- **REQUIRED WORK**
The entries below are to be copied exactly, with every picture left out.

┄┄┄┄┄┄┄┄┄┄┄┄┄┄┄┄┄┄┄┄

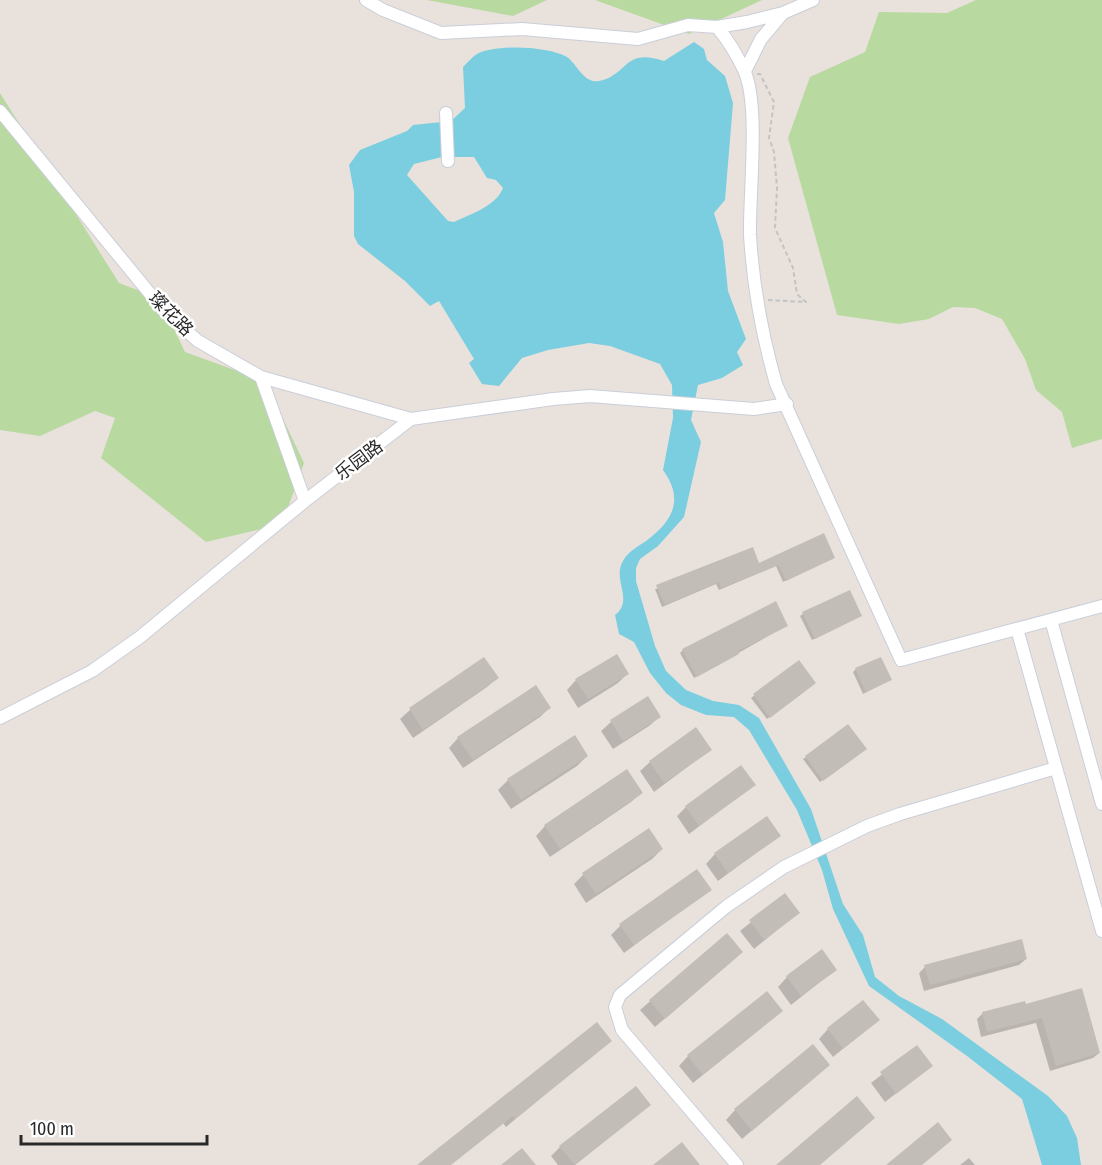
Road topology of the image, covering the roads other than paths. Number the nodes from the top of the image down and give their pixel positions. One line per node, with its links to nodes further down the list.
1 (366, 0): 4 (street)
2 (813, 0): 3 (street)
3 (783, 13): 4 (street); 5 (street)
4 (717, 27): 5 (street)
5 (745, 71): 10 (street)
6 (0, 111): 9 (street, 璨花路)
7 (446, 113): 8 (street)
8 (448, 160)
9 (261, 377): 11 (street, 璨花路); 12 (street)
10 (787, 404): 11 (street, 乐园路); 15 (street)
11 (411, 419): 12 (street, 乐园路)
12 (305, 501): 16 (street, 乐园路)
13 (1102, 606): 14 (street)
14 (1051, 620): 15 (street); 18 (street)
15 (1017, 629): 17 (street)
16 (0, 718)
17 (1056, 768): 19 (street); 20 (street)
18 (1102, 804)
19 (1102, 931)
20 (737, 1165)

┄┄┄┄┄┄┄┄┄┄┄┄┄┄┄┄┄┄┄┄

- **RESPONSE TO THIS TASK**
Road topology of the image, covering the roads other than paths. Number the nodes from the top of the image down and give their pixel positions. One line per node, with its links to nodes further down the list.
1 (366, 0): 4 (street)
2 (813, 0): 3 (street)
3 (783, 13): 4 (street); 5 (street)
4 (717, 27): 5 (street)
5 (745, 71): 10 (street)
6 (0, 111): 9 (street, 璨花路)
7 (446, 113): 8 (street)
8 (448, 160)
9 (261, 377): 11 (street, 璨花路); 12 (street)
10 (787, 404): 11 (street, 乐园路); 15 (street)
11 (411, 419): 12 (street, 乐园路)
12 (305, 501): 16 (street, 乐园路)
13 (1102, 606): 14 (street)
14 (1051, 620): 15 (street); 18 (street)
15 (1017, 629): 17 (street)
16 (0, 718)
17 (1056, 768): 19 (street); 20 (street)
18 (1102, 804)
19 (1102, 931)
20 (737, 1165)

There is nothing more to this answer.